You are viewing a plain text version of this content. The canonical link for it is here.
Posted to issues@hbase.apache.org by "Balazs Meszaros (Jira)" <ji...@apache.org> on 2021/08/23 08:31:00 UTC

[jira] [Updated] (HBASE-26211) [hbase-connectors] Pushdown filters in Spark do not work correctly with long types

     [ https://issues.apache.org/jira/browse/HBASE-26211?page=com.atlassian.jira.plugin.system.issuetabpanels:all-tabpanel ]

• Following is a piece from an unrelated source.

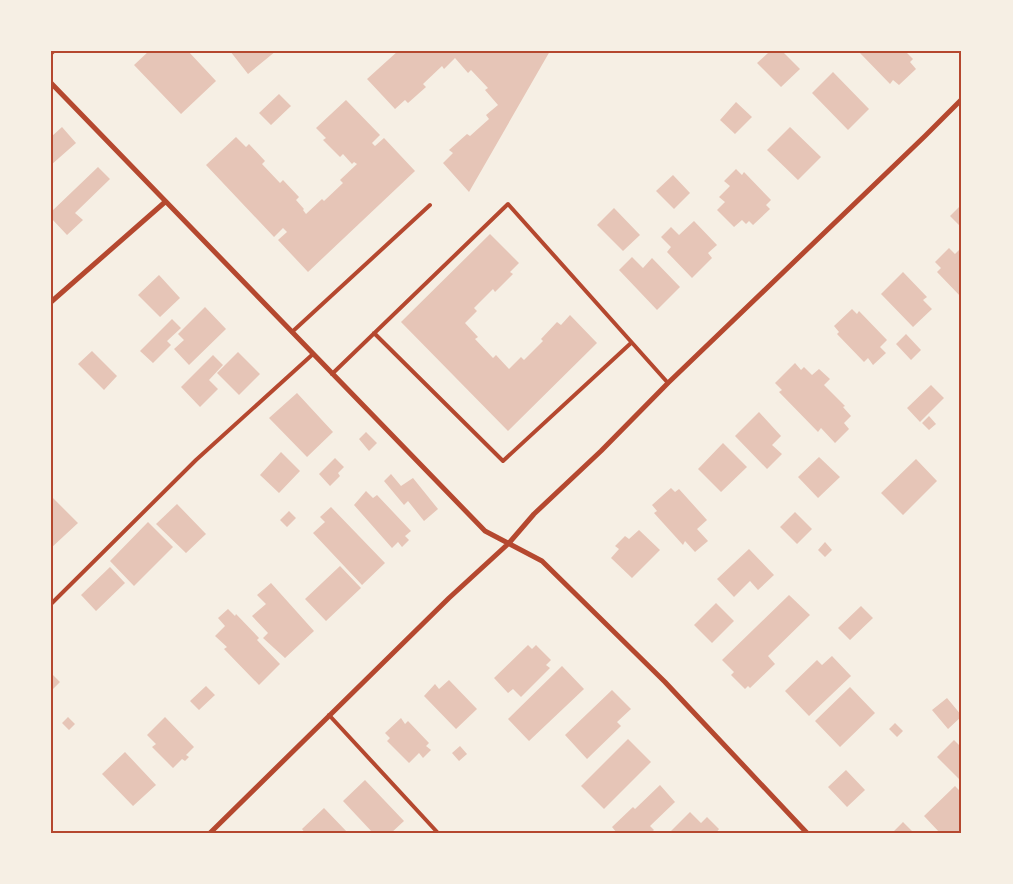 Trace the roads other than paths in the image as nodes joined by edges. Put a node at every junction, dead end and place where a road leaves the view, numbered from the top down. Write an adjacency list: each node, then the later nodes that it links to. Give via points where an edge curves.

Balazs Meszaros updated HBASE-26211:
------------------------------------
    Fix Version/s: hbase-connectors-1.1.0

> [hbase-connectors] Pushdown filters in Spark do not work correctly with long types
> ----------------------------------------------------------------------------------
>
>                 Key: HBASE-26211
>                 URL: https://issues.apache.org/jira/browse/HBASE-26211
>             Project: HBase
>          Issue Type: Bug
>          Components: hbase-connectors
>    Affects Versions: 1.0.0
>            Reporter: Hristo Iliev
>            Priority: Major
>             Fix For: hbase-connectors-1.1.0
>
>
> Reading from an HBase table and filtering on a LONG column does not seem to work correctly.
> {{Dataset<Row> df = spark.read()
>    .format("org.apache.hadoop.hbase.spark")
>    .option("hbase.columns.mapping", "id STRING :key, v LONG cf:v")
>    ...
>    .load();
>  df.filter("v > 100").show();}}
> Expected behaviour is to show rows where cf:v > 100, but instead an empty dataset is shown.
> Moreover, replacing {{"v > 100"}} with {{"v >= 100"}} results in a dataset where some rows have values of v less than 100. 
> The problem appears to be that long values are decoded incorrectly as integers in {{NaiveEncoder.filter}}:
> {{case LongEnc | TimestampEnc =>
>    val in = Bytes.toInt(input, offset1)
>    val value = Bytes.toInt(filterBytes, offset2 + 1)
>    compare(in.compareTo(value), ops)}}
> It looks like that error hasn’t been caught because {{DynamicLogicExpressionSuite}} lack test cases with long values.
> The erroneous code is also present in the master branch. We have extended the test suite and implemented a quick fix and will PR on GitHub.



--
This message was sent by Atlassian Jira
(v8.3.4#803005)